The youngest infiltrator from the north swam across the border on Tuesday and landed south of the 2.5-mile-wide Demilitarized Zone (DMZ), the no-man’s buffer zone that separated the two Koreas after the war, the South Korean military said in a statement Wednesday .

Officials investigated the man’s motive in crossing the border, saying he may have been a defector from the north. He came ashore by crawling through a drain under a barbed wire fence that South Korea had built along the border beaches to deter North Korean infiltrators.

A video surveillance camera at a military checkpoint captured him on a road south at 4:20 a.m. Tuesday, but soldiers did not take him in for questioning until three hours later. When he was captured, the man was in the so-called civilian control zone south of the DMZ, where civilians are not allowed to travel without military permission.

“Our military has not taken adequate action, despite the fact that the man has been spotted in its surveillance system several times since landing,” the military said.

If someone from the north crosses the land border undetected, it raises questions about national security in South Korea. The two Koreas have been technically at war since the Korean conflict was halted by a ceasefire in 1950-53.

The Korean Demilitarized Zone is one of the most heavily armed borders in the world and is guarded by tall barbed wire fences, minefields, sensors, and nearly two million soldiers on either side.

Defects in the DMZ are relatively rare and dangerous.

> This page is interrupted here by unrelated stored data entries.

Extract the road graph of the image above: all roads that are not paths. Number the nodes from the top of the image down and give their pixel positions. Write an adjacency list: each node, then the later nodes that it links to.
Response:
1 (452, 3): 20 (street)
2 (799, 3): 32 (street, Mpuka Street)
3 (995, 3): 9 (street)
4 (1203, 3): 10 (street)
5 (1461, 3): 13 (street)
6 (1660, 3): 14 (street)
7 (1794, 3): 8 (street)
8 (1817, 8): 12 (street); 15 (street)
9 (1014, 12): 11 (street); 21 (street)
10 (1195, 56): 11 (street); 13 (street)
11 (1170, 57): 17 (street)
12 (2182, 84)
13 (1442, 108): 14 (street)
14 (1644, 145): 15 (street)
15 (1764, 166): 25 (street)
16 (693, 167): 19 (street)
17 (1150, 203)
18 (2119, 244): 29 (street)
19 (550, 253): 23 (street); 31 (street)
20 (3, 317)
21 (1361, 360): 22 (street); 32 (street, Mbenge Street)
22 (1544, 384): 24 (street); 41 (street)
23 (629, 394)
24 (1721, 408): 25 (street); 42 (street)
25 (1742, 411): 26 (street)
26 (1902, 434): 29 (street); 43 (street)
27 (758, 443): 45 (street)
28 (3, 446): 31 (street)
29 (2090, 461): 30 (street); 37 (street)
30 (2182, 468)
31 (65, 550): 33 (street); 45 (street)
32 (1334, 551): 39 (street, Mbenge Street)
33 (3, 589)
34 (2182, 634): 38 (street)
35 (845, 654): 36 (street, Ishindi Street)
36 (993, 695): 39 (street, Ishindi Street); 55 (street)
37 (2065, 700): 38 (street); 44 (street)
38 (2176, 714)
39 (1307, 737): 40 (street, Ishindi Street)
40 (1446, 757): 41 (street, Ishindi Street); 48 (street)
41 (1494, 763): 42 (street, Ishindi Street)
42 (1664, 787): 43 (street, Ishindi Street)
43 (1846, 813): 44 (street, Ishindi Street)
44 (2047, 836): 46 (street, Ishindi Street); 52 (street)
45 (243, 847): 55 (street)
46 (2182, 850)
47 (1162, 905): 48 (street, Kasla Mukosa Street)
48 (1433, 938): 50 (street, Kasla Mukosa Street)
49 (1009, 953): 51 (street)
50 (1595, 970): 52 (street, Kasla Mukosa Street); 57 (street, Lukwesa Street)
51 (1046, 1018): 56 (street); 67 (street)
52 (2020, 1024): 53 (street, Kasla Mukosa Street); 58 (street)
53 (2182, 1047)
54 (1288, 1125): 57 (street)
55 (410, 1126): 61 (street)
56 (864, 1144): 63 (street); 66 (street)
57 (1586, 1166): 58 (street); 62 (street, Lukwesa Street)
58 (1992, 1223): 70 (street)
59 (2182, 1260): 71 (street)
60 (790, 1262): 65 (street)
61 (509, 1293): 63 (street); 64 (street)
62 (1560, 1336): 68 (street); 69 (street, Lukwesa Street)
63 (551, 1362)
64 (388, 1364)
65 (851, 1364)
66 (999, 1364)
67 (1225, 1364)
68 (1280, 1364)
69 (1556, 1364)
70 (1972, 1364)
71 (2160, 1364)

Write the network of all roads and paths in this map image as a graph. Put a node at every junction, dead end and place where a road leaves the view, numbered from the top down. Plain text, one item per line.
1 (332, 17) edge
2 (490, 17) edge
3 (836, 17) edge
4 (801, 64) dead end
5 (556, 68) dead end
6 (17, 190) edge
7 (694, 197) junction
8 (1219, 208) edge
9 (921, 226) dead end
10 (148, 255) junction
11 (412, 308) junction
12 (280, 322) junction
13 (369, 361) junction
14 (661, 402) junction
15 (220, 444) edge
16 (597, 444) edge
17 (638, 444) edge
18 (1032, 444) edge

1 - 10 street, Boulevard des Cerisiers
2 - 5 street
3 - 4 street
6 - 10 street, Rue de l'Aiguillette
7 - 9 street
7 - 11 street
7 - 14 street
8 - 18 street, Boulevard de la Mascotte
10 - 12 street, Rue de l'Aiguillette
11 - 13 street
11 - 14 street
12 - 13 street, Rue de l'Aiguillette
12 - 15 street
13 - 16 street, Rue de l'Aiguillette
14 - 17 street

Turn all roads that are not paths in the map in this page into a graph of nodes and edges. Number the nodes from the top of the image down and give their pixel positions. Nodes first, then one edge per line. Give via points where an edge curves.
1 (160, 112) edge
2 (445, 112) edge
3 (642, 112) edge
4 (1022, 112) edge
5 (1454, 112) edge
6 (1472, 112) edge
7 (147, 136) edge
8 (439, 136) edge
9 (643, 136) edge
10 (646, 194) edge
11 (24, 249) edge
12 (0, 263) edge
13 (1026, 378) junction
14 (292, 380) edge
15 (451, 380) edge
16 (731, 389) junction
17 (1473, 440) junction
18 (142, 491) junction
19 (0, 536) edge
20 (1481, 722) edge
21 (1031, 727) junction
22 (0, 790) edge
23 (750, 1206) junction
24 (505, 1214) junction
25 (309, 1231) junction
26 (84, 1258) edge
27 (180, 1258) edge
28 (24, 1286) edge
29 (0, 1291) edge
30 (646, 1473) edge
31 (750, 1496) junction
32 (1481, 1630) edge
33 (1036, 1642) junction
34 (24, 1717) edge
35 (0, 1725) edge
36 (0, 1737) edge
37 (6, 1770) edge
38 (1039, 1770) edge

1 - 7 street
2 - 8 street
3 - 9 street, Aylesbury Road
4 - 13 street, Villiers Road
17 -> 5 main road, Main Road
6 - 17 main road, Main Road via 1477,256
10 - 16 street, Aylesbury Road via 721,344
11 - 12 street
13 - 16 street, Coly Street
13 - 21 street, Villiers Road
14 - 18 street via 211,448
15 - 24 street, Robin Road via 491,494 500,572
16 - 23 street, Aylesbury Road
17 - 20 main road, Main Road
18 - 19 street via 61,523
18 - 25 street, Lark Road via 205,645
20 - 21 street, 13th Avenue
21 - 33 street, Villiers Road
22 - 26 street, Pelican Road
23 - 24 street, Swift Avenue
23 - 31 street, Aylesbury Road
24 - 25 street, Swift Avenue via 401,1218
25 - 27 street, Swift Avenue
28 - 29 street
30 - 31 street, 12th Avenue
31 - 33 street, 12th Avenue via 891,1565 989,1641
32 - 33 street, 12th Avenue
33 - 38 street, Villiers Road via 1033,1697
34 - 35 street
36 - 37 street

In November 2017, a North Korean soldier fell through a hail of bullets fired by his colleagues to enter the south via Panmunjom, the so-called ceasefire village on the border.

More than 33,000 people from North Korea have relocated to South Korea since a devastating famine struck the country in the 1990s. Most, however, did so via China, which borders the north, and eventually got to a South Korean embassy in another country.